FCC Part 15b DoC and FCC Verification Testing
The Federal Communications Commission requires all digital devices sold in the United States to meet the Unintentional Radiator requirements of 47CFR Part 15B. Part 15B is not a new requirement; however it is often one of the most over-looked requirements exposing the “responsible party” to FCC enforcement and potential fines.
“Unintentional Radiation” is radio frequency noise generated by a device that is not used for telecommunications. This noise could potentially interfere and impact the operation of other devices, and therefore requires testing of the unintentional emissions.
FCC 15B conformity is demonstrated either by a self-declaration process or a Certification. Although a Grant can be issued for a Part 15B unintentional radiator, most Applicants opt for the Suppliers Declaration of Conformity (SDoC). There is no certificate or document received by the Applicant once the testing in completed. Devices, such as radio receivers, which previously fell into the Verification procedure, can now be authorized under the SDoC. While this is a self-approval process, the Rules currently specify that the SDoC testing must still be performed by a lab that has its test site registered with the FCC. It is not necessary to perform the testing at an FCC-recognized accredited testing laboratory; however, an accredited testing laboratory may be used and is recommended by CTL
One special requirement introduced with the creation of the SDoC procedure is the creation of a ‘Responsible Party’. This may be a manufacturer, an assembler (if the equipment is assembled from individual component parts), or an importer. This party is responsible for the compliance of the equipment and must maintain a United States presence. The responsible party assumes the liabilities associated with guaranteeing compliance.

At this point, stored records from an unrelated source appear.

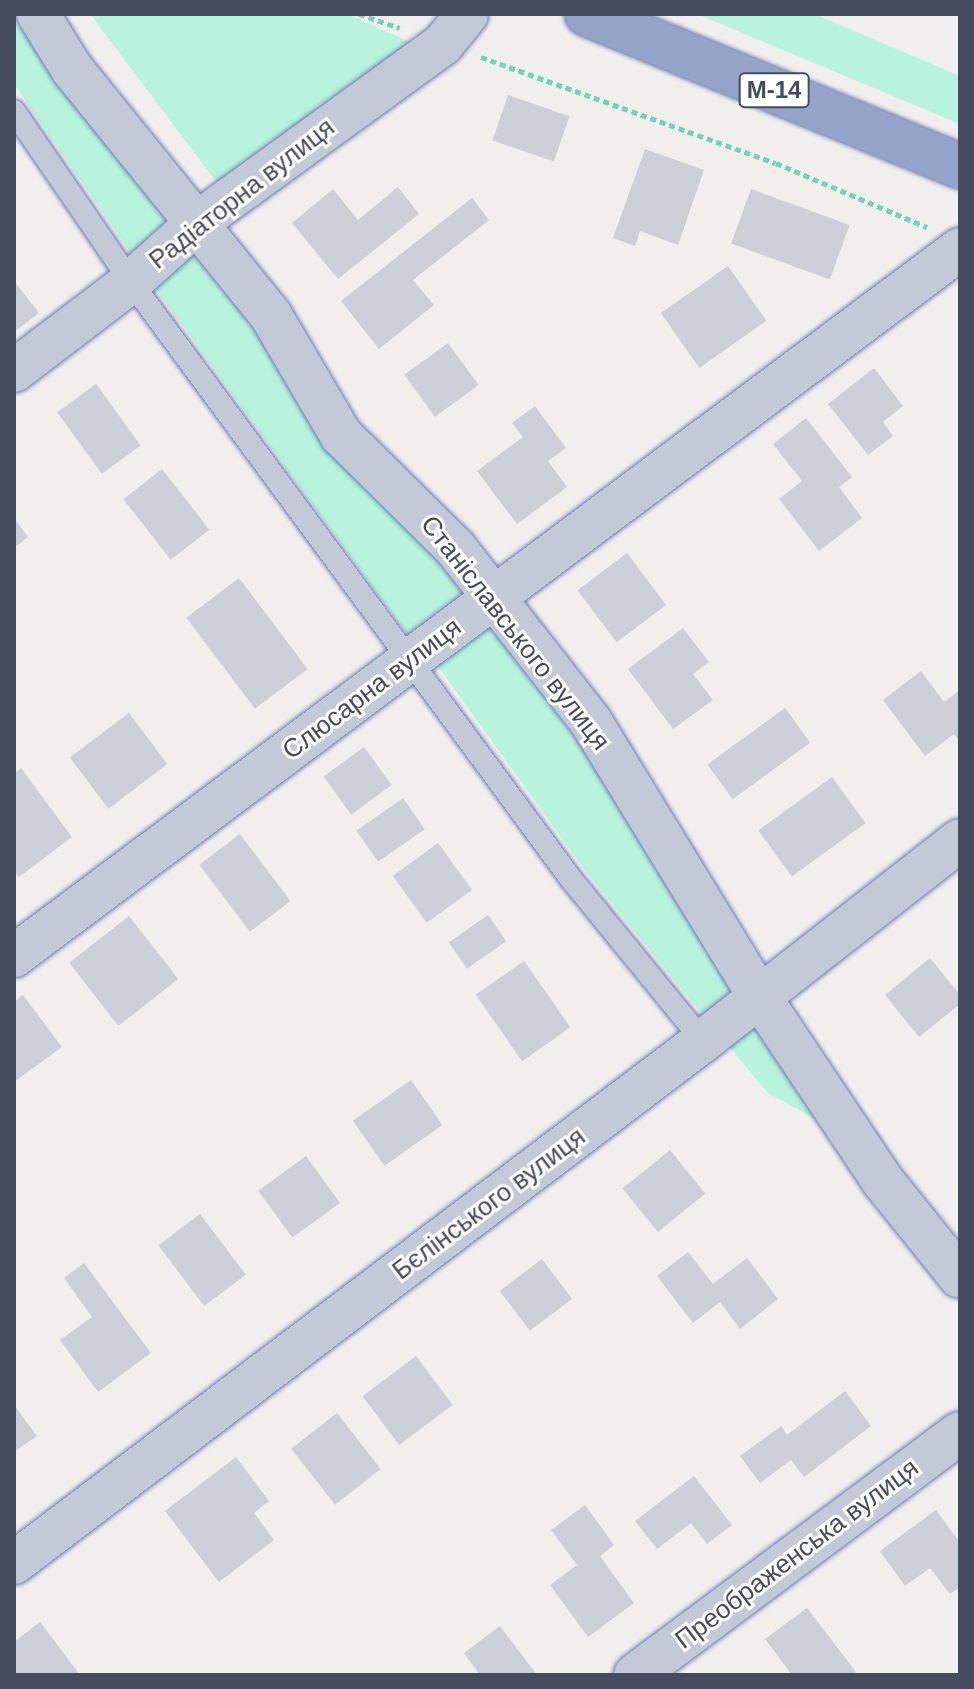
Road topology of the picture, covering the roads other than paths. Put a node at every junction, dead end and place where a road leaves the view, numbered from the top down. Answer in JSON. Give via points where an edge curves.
{"nodes":[{"id":1,"x":38,"y":14,"type":"edge"},
{"id":2,"x":587,"y":14,"type":"edge"},
{"id":3,"x":455,"y":29,"type":"edge"},
{"id":4,"x":14,"y":111,"type":"edge"},
{"id":5,"x":960,"y":166,"type":"edge"},
{"id":6,"x":198,"y":222,"type":"junction"},
{"id":7,"x":946,"y":239,"type":"edge"},
{"id":8,"x":131,"y":282,"type":"junction"},
{"id":9,"x":14,"y":371,"type":"edge"},
{"id":10,"x":494,"y":598,"type":"junction"},
{"id":11,"x":413,"y":658,"type":"junction"},
{"id":12,"x":960,"y":840,"type":"edge"},
{"id":13,"x":14,"y":956,"type":"edge"},
{"id":14,"x":759,"y":996,"type":"junction"},
{"id":15,"x":703,"y":1041,"type":"junction"},
{"id":16,"x":960,"y":1277,"type":"edge"},
{"id":17,"x":960,"y":1433,"type":"edge"},
{"id":18,"x":14,"y":1563,"type":"edge"},
{"id":19,"x":635,"y":1675,"type":"edge"}],
"edges":[{"from":1,"to":6,"type":"street","name":"Станіславського вулиця","via":[[72,69]]},
{"from":2,"to":5,"type":"highway","number":"М-14"},
{"from":3,"to":6,"type":"street","name":"Радіаторна вулиця"},
{"from":4,"to":8,"type":"lane"},
{"from":6,"to":8,"type":"street","name":"Радіаторна вулиця"},
{"from":6,"to":10,"type":"street","name":"Станіславського вулиця","via":[[270,314],[298,370],[341,435],[456,549]]},
{"from":7,"to":10,"type":"street","name":"Слюсарна вулиця"},
{"from":8,"to":9,"type":"street","name":"Радіаторна вулиця"},
{"from":8,"to":11,"type":"lane"},
{"from":10,"to":11,"type":"street","name":"Слюсарна вулиця"},
{"from":10,"to":14,"type":"street","name":"Станіславського вулиця","via":[[591,722]]},
{"from":11,"to":13,"type":"street","name":"Слюсарна вулиця"},
{"from":11,"to":15,"type":"lane","via":[[571,879]]},
{"from":12,"to":14,"type":"street","name":"Бєлінського вулиця"},
{"from":14,"to":15,"type":"street","name":"Бєлінського вулиця"},
{"from":14,"to":16,"type":"street","name":"Станіславського вулиця","via":[[882,1180]]},
{"from":15,"to":18,"type":"street","name":"Бєлінського вулиця"},
{"from":17,"to":19,"type":"street","name":"Преображенська вулиця"}]}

For complete information, kindly refer to the FCC interpretation database under KDB 896810.
Common misconceptions about Verification and Declaration of Conformity (DoC) testing:
- My device doesn’t have a transmitter so I don’t need any testing.
- I’m using an unlicensed radio so I don’t need any testing.
- I’m using a pre-certified module, so I don’t need any testing.
- “Self-Declaration” means testing is optional.